Esse tipo de coisa, o emprego de termos e sentenças de valor nulo, devem ser rejeitadas e afastadas pois dão continuidade à um processo que eu chamo, sem muito carinho, admito, de ciclo coprofágico. Chamo de ciclo coprofágico o processo dos indivíduos de consumirem "coisas impalatáveis" e reproduzirem-nas para que outros a consumam também. Estes outros irão, então, produzir eles próprios "coisas impalatáveis" para que outros consumam e o ciclo continua. Esse tipo de nada que é consumido por muitos, crenças vazias de sentido e significado compostas quase que exclusivamente por não-enunciados e crenças empilhadas sem um embasamento factual, é reproduzido sem nada de valor ser gerado. A crença é simplesmente consumida e expelida em um processo de infindável repetição. O grande problema disso é o nível de delírio e ilusão que àqueles que estão presos nesse ciclo sofrem. Esse delírio impede eles de perceberem a falta de sentido dos atos que eles estão tomando e os faz crer que eles estão com a razão em fazerem o que fazem. É a pior espécie possível de Espiritualismo esta que aliena o indivíduo em uma ilusão e o faz indulgenciar em atos de pouca, ou nenhuma, credibilidade e sensatez. Bordões chamativos são como o cheiro que exala do meio ao qual esses indivíduos pertencem, clamam qualidades e virtudes nobres mas que, em verdade, quando investigadas se mostram tão ilusórias e vazias de sentido como todo o resto do que é produzido e consumido neste ciclo. Como crentes, estes indivíduos presos no ciclo de consumo e repetição do ciclo coprofágico, reagem à terem suas crenças, opiniões e métodos questionados da única forma que é, para eles, possível, através, justamente, de falácias e subterfúgios, além do uso claro das emoções e da incapacidade, ou recusa (o que acredito ser pior), de observação lógica, racional e analítica.

Para aqueles que verdadeiramente buscam o buscam, o conhecimento, e não opiniões ou satisfação pessoal, é o relevante. As falácias subvertem a qualidade do debate e da investigação, subterfúgios são golpes baixos e sujos, que mais tem como fim proteger o indivíduo do que embasar ou explicar o argumento. Afastam de si a necessidade por precisão e definição nas palavras e ideias que tratam por, tão somente, não terem precisão, tampouco definição, na tentativa de enganar àqueles que caem em seus embustes[3]. Honestidade intelectual e ideológica, além de retidão e decência, são virtudes que àquele que pretende realizar, verdadeiramente, uma jornada em direção ao conhecimento precisa ter para evitar iludir e ser iludido. Para evitar os viciosos e doentios ciclos coprofágicos.

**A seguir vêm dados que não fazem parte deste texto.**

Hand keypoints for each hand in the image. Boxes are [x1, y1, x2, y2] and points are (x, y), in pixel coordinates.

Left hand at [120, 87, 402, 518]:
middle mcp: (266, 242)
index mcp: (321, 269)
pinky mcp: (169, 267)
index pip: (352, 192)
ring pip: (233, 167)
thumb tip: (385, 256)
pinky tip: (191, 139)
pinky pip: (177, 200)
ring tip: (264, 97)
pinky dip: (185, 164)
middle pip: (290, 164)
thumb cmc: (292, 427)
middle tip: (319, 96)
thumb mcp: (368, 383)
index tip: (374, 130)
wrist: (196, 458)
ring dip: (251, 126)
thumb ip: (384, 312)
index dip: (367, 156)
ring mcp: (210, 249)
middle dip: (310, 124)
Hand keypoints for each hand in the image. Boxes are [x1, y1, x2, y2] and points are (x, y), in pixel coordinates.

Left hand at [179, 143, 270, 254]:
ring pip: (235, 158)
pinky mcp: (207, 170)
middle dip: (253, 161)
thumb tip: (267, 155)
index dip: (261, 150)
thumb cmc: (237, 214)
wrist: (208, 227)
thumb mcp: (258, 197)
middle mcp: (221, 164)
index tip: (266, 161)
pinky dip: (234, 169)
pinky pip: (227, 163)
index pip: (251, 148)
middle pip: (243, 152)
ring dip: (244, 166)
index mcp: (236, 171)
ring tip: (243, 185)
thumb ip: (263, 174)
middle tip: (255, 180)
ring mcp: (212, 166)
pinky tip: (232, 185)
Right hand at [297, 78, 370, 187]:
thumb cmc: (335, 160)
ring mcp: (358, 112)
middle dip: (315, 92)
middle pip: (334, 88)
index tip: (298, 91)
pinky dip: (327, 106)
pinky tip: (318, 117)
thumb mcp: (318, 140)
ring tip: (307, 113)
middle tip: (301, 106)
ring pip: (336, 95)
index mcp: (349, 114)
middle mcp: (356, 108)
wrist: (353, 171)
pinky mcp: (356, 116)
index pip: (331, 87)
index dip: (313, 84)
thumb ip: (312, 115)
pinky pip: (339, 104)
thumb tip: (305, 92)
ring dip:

[1] - LEMOS, Hugo, A Natureza, o dito "sobrenatural" e o Místico.
[2] - LEMOS, Hugo, Meditações II - O problema da "familiaridade".
[3] - CARNAP, Rudolf, A superação da metafísica pela análise lógica da linguagem, tradução de William Steinle, do original "The Elimination of Metaphysics Through Logical Analysis of Language",
[4] - LEMOS, Hugo, Do discurso: daquilo que é impreciso àquilo que é preciso.

1 comentário(s):

Unknown disse...

Difícil encarar o próprio comportamento e verificar que já passou pelos atos do texto, abandonar as excitações das falácias, no inicio parece doer de dentro para fora quando praticamos a honestidade intelectual e ideológica, mas, ai começa a transformação interior, onde se começa a ter verdadeiros resultados, chamo de atos invisíveis, finalmente se age com certeza de resultados concretos, o texto é duro mas cheio de razão e verdade...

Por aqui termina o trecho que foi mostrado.